Val Kalende, who left Uganda and was granted asylum in Canada in 2015 after her country passed the Anti-Homosexuality Act, recently declared on Uganda's Salt TV's "Sunday Service Live" that she is no longer a lesbian and going to be married soon.
Kalande formerly served as as reporter for the Ugandan newspaper Daily Monitor before she left the job to focus on LGBT activism in 2007. She became actively involved in a group called the Sexual Minorities of Uganda and took trips to the U.S. to visit with various LGBT groups during the presidency of Barack Obama. She also spoke at international conferences.
But now, she says, she has been "saved."
"[It happened about] one year ago, It's just that I've taken very cautious steps. By the time I went public about it yesterday (Sunday), I was ready," Kalende told her former employer. "I wanted to take time to do the important work on myself before making a public confession."
In her televised confession, Kalende explained that she comes from a Christian family in Kyebando and "joined lesbianism" after her study at Makerere University.
"I'm born of Christian parents. All of them cut their ties with me for being gay. I became an orphan," Kalande said, according to The Daily Monitor.
Kalende said that she was lured by Satan.
"I became rebellious. We always wondered why the world forced us to become girls who do not love men," she was quoted as saying. "We were even arrested from a conference and arrested. We were detained at Central Police Station and even taken to court."

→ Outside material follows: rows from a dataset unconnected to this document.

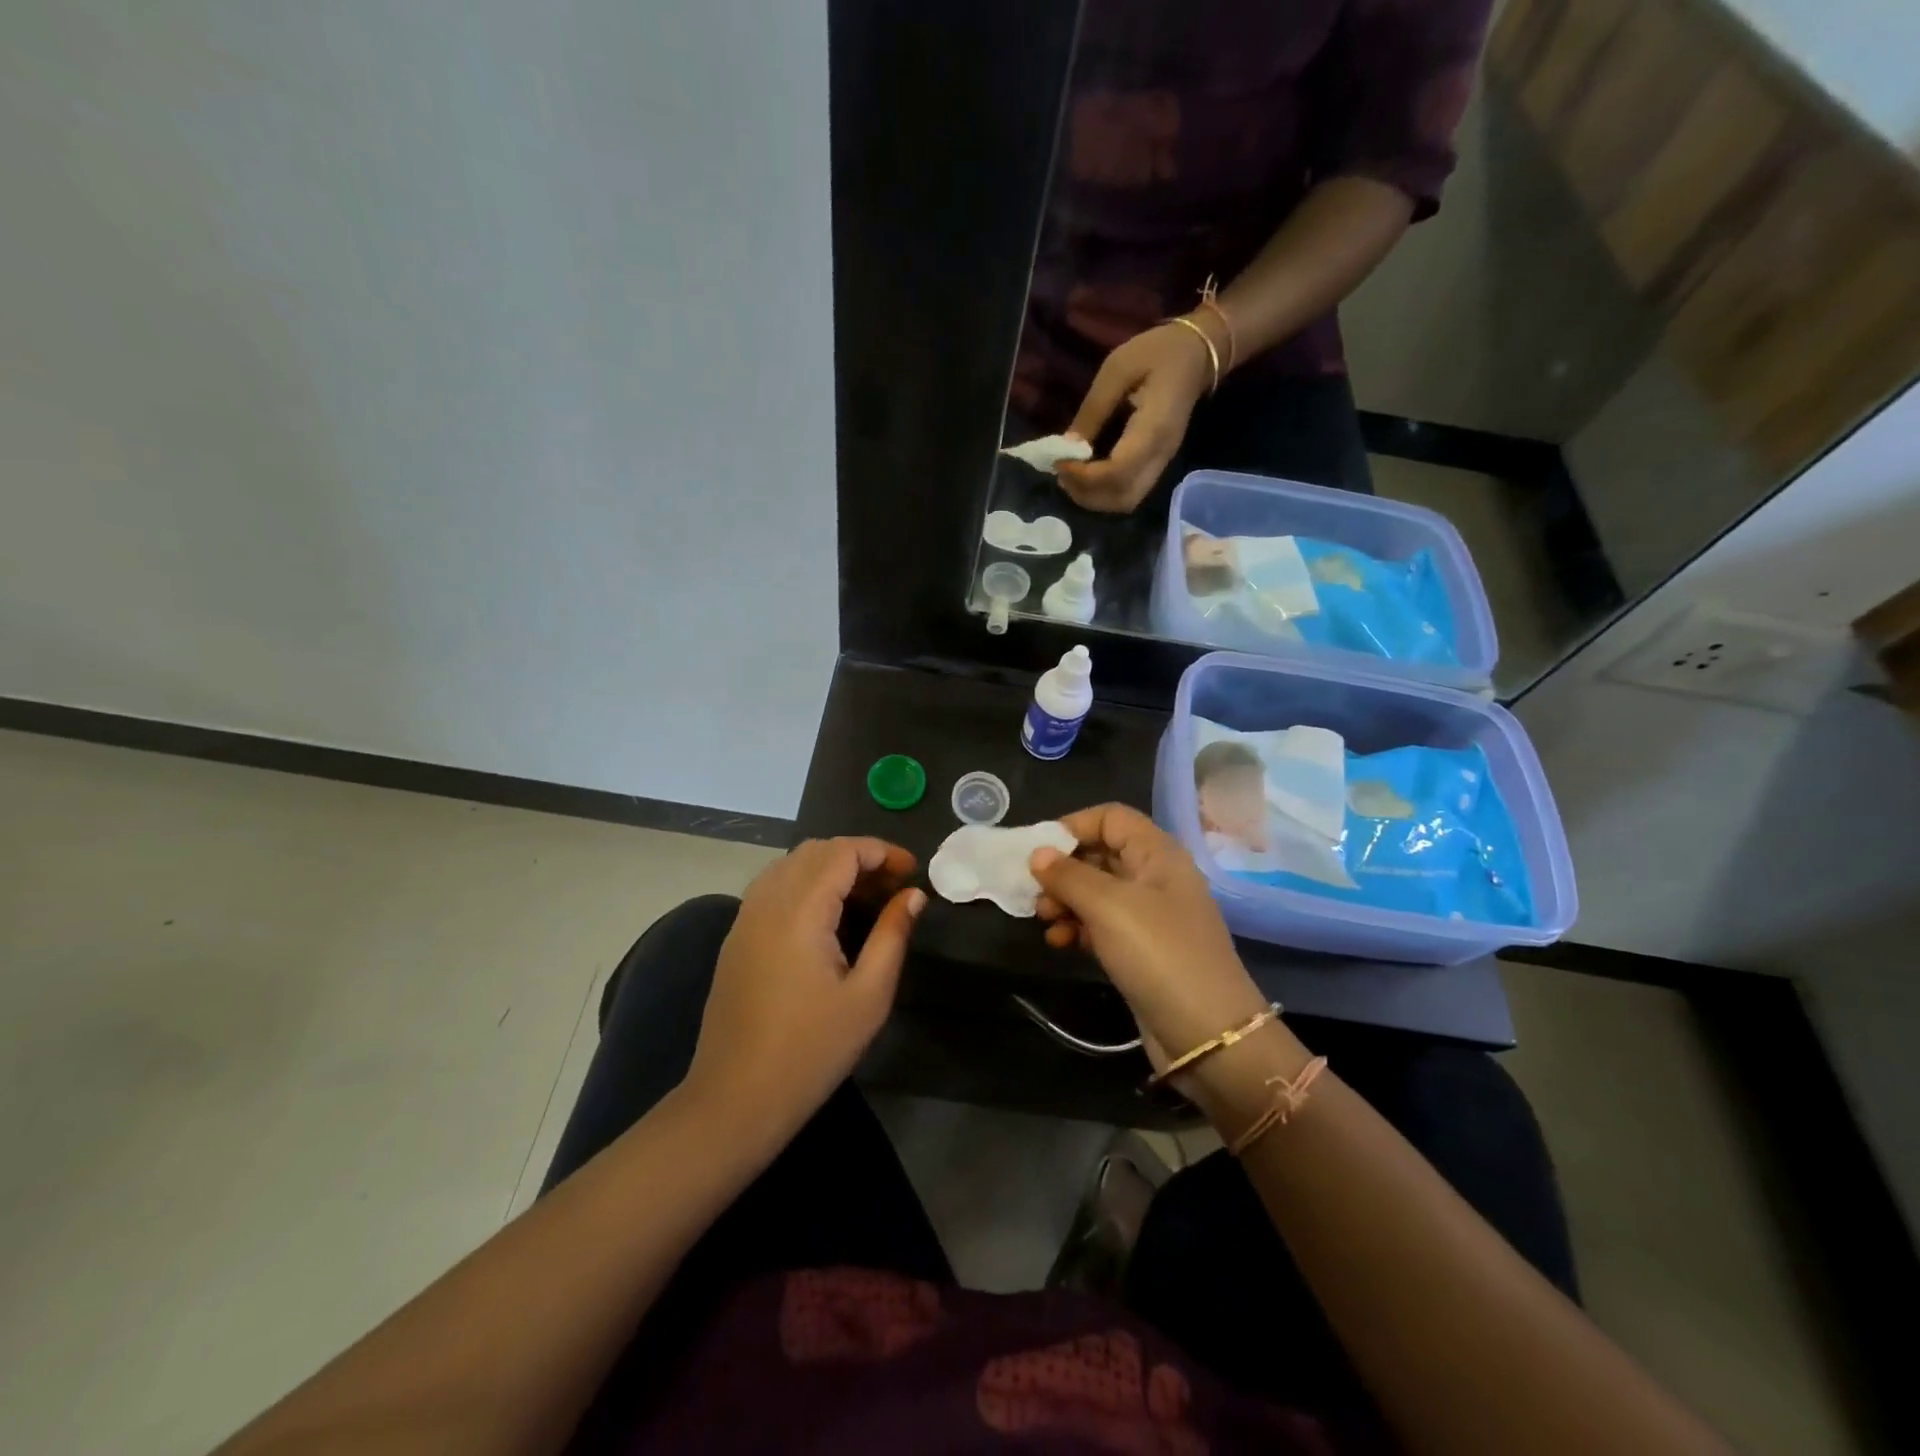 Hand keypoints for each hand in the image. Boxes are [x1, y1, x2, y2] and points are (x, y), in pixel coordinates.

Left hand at [685, 838, 923, 1145]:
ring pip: (790, 865)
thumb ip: (892, 935)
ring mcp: (745, 918)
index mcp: (800, 911)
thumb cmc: (811, 1051)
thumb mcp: (868, 997)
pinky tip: (827, 918)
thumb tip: (912, 895)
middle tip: (893, 887)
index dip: (881, 851)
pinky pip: (773, 887)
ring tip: (865, 899)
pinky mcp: (736, 938)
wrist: (735, 1100)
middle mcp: (767, 902)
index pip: (842, 851)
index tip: (912, 871)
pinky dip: (805, 884)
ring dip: (831, 868)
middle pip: (815, 851)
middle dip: (859, 857)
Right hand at [1030, 805, 1267, 1070]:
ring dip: (1065, 900)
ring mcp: (1149, 915)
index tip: (1038, 850)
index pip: (1111, 818)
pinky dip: (1077, 927)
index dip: (1074, 826)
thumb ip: (1069, 875)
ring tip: (1044, 919)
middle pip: (1100, 853)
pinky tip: (1058, 942)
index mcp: (1157, 853)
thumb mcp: (1109, 907)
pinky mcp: (1140, 949)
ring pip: (1097, 891)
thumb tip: (1038, 854)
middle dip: (1064, 868)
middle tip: (1036, 891)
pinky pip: (1100, 924)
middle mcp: (1154, 877)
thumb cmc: (1159, 954)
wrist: (1207, 1034)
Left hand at [1055, 317, 1217, 513]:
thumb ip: (1092, 410)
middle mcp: (1161, 455)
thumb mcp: (1117, 369)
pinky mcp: (1157, 464)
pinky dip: (1104, 492)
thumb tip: (1066, 448)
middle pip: (1122, 498)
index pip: (1117, 472)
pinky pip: (1130, 492)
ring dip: (1094, 498)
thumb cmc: (1158, 352)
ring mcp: (1162, 463)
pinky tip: (1086, 474)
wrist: (1198, 353)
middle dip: (1086, 494)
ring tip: (1070, 475)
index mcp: (1154, 429)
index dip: (1084, 476)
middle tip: (1061, 472)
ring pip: (1126, 501)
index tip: (1059, 462)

"Right now, I have no peace of mind. I sometimes break down and cry wondering why am like this," she added. "I'm now back home and have been saved."
Kalende also posted about her transformation on her Facebook page earlier this month, asking the question "what went wrong?"
"How is it possible that this girl — raised in church, taught the way of God — could swing too far from the way she was brought up? I wrestled with this question for many years. I didn't have answers. My rebellion had separated me from God," she wrote. "Often times I read my Bible — particularly scripture on homosexuality and marriage — but my heart was hardened. Instead I asked God questions like: If your design is for me not to have sexual relations outside of marriage and for marriage to be between a man and a woman, why then do I have same-sex attractions?"
Kalende stated that now she understands that she should have had a different "approach" in her conversation with God.
"My approach should have been: Lord, I don't have answers but I trust and believe your Word," she continued. "Your intention is not to harm me or prevent me from enjoying life. Your intention is to preserve me; and to give me not the life of my choice but the life I deserve according to your love. Help me to obey your purpose for my life."
Kalende said that the "enemy had a plan to divert and eventually destroy" her identity.
"God had a plan. A good plan. For I wasn't just an ordinary lesbian woman and gay activist. I was a mentor, leader and scholar," she wrote. "My contributions to the gay movement (though I think of them with deep regret) were not small. Seeing how far God has brought me it makes sense now to believe God had His eyes on me. He waited on me. He preserved my womanhood. He never stopped loving me. He knew me by name. He never stopped calling me back to His purpose."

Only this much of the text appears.